» Problem description
Find every line below with the word "main". Then give only how many there are.

Dataset excerpts:

------------------------------------

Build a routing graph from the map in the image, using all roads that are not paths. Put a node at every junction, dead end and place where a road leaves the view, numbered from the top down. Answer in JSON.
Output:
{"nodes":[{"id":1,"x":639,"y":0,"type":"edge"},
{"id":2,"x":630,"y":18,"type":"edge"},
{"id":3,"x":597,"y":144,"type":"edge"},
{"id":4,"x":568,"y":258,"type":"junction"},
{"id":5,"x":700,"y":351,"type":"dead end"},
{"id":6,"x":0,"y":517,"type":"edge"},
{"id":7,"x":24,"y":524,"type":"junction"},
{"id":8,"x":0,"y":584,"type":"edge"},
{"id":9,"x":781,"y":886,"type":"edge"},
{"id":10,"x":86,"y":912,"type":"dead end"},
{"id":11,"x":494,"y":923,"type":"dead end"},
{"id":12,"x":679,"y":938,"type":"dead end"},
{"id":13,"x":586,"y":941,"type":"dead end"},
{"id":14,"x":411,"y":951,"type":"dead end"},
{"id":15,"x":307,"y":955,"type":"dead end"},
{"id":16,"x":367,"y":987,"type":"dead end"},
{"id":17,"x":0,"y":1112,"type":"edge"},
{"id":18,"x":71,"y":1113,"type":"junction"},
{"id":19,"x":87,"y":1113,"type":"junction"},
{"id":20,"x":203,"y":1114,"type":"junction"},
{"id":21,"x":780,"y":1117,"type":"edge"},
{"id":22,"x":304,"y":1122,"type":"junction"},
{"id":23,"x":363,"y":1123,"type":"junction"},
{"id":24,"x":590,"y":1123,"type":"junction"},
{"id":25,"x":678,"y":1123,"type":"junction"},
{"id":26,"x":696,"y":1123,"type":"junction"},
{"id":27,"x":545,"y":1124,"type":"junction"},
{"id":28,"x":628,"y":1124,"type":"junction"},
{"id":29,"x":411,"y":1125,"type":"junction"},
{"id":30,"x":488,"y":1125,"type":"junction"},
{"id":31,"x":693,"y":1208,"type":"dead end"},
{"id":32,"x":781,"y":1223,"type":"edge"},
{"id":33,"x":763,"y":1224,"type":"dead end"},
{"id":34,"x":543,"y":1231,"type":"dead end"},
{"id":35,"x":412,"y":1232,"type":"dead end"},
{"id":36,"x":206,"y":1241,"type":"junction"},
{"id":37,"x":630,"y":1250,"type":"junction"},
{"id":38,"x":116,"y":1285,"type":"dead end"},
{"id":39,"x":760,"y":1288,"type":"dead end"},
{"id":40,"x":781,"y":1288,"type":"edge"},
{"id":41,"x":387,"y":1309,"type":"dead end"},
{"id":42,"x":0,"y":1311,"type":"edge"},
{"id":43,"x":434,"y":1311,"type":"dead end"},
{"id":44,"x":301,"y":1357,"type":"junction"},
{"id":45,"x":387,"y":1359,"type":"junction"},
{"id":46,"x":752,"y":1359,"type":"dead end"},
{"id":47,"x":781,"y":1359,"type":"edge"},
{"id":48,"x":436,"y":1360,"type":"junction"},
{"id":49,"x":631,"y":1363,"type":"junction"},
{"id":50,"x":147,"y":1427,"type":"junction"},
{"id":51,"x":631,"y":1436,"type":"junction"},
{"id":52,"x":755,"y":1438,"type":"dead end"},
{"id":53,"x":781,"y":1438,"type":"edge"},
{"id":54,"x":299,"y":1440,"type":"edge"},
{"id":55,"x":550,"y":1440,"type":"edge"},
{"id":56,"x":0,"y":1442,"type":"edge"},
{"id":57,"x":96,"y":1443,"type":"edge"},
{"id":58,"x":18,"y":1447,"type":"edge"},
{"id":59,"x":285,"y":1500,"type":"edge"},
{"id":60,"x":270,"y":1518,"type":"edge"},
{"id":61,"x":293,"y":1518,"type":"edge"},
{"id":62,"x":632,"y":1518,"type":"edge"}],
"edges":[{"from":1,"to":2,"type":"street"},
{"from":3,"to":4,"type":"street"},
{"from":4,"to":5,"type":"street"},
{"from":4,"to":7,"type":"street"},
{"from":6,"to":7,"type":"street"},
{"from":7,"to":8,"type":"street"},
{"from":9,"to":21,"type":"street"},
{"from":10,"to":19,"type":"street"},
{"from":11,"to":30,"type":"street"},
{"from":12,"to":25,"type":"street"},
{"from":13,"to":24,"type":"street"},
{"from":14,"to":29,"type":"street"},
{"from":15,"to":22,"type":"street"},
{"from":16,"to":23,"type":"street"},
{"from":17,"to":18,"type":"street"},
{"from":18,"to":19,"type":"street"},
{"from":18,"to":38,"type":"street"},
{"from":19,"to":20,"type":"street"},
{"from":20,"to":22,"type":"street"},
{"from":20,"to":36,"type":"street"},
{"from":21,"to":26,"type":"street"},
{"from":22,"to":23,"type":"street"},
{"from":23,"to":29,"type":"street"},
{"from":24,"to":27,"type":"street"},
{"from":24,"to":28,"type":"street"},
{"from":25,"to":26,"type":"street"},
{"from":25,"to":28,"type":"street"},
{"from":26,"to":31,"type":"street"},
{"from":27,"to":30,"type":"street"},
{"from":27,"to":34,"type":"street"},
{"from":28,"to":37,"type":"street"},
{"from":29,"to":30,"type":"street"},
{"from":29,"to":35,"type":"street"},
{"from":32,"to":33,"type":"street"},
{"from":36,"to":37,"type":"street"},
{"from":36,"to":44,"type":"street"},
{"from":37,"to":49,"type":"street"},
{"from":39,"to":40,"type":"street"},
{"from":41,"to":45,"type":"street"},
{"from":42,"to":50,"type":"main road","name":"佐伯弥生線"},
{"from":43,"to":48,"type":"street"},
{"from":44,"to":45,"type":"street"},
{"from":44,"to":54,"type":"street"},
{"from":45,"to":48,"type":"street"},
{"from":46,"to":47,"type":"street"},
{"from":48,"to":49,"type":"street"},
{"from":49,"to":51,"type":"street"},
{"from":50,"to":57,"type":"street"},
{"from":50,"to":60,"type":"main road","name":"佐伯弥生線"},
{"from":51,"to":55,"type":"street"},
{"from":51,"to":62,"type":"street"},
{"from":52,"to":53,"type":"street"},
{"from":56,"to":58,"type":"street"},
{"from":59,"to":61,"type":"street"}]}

------------------------------------

» Finished exercise
2